* What needs to be done: Print the whole listing below exactly, skipping every picture.
[Opening Material shown section]
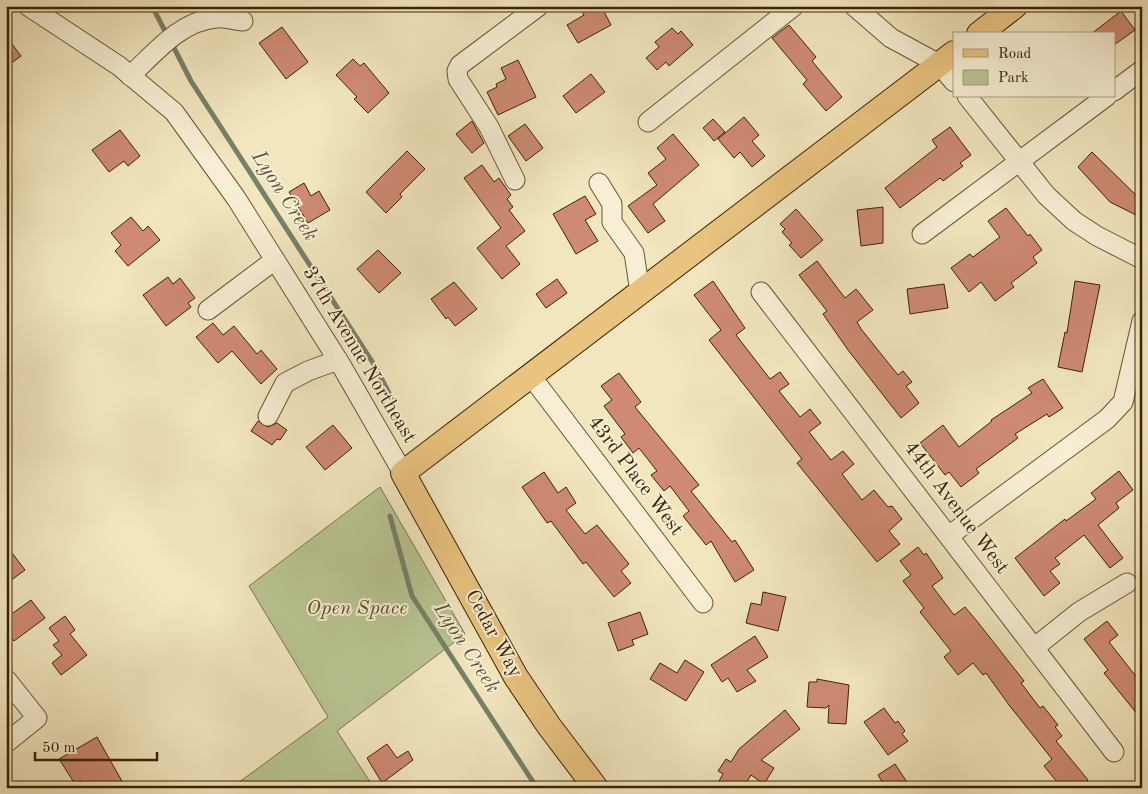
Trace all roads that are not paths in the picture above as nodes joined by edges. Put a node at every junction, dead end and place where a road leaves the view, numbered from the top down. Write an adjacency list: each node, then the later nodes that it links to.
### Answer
1 (28, 6): 10 (street, 37th Avenue Northeast)
2 (538, 6): 16 (street)
3 (794, 6): 14 (street)
4 (854, 6): 8 (street)
5 (1015, 6): 7 (main road)
6 (243, 21): 10 (street)
7 (982, 32)
8 (949, 66): 21 (main road)
9 (1142, 70): 11 (street)
10 (130, 76): 20 (street, 37th Avenue Northeast)
11 (1116, 90)
12 (968, 98): 15 (street)
13 (1104, 98): 15 (street)
14 (648, 122)
15 (1021, 161): 18 (street); 19 (street)
16 (515, 180)
17 (599, 183): 21 (street)
18 (922, 234)
19 (1142, 259)
20 (275, 260): 23 (street); 25 (street, 37th Avenue Northeast)
21 (640, 292): 26 (main road)
22 (761, 292): 29 (street, 44th Avenue West)
23 (208, 310)
24 (1142, 321): 29 (street)
25 (338, 360): 27 (street); 28 (street, 37th Avenue Northeast)
26 (531, 376): 28 (main road); 31 (street, 43rd Place West)
27 (268, 416)
28 (403, 473): 36 (main road, Cedar Way)
29 (950, 535): 32 (street, 44th Avenue West)
30 (1127, 583): 32 (street)
31 (703, 603)
32 (1034, 648): 35 (street, 44th Avenue West)
33 (6, 679): 34 (street)
34 (6, 742)
35 (1114, 752)
36 (596, 788)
[Closing Material shown section]
* Expected answer:
Trace all roads that are not paths in the picture above as nodes joined by edges. Put a node at every junction, dead end and place where a road leaves the view, numbered from the top down. Write an adjacency list: each node, then the later nodes that it links to.
### Answer
1 (28, 6): 10 (street, 37th Avenue Northeast)
2 (538, 6): 16 (street)
3 (794, 6): 14 (street)
4 (854, 6): 8 (street)
5 (1015, 6): 7 (main road)
6 (243, 21): 10 (street)
7 (982, 32)
8 (949, 66): 21 (main road)
9 (1142, 70): 11 (street)
10 (130, 76): 20 (street, 37th Avenue Northeast)
11 (1116, 90)
12 (968, 98): 15 (street)
13 (1104, 98): 15 (street)
14 (648, 122)
15 (1021, 161): 18 (street); 19 (street)
16 (515, 180)
17 (599, 183): 21 (street)
18 (922, 234)
19 (1142, 259)
20 (275, 260): 23 (street); 25 (street, 37th Avenue Northeast)
21 (640, 292): 26 (main road)
22 (761, 292): 29 (street, 44th Avenue West)
23 (208, 310)
24 (1142, 321): 29 (street)
25 (338, 360): 27 (street); 28 (street, 37th Avenue Northeast)
26 (531, 376): 28 (main road); 31 (street, 43rd Place West)
27 (268, 416)
28 (403, 473): 36 (main road, Cedar Way)
29 (950, 535): 32 (street, 44th Avenue West)
30 (1127, 583): 32 (street)
31 (703, 603)
32 (1034, 648): 35 (street, 44th Avenue West)
33 (6, 679): 34 (street)
34 (6, 742)
35 (1114, 752)
36 (596, 788)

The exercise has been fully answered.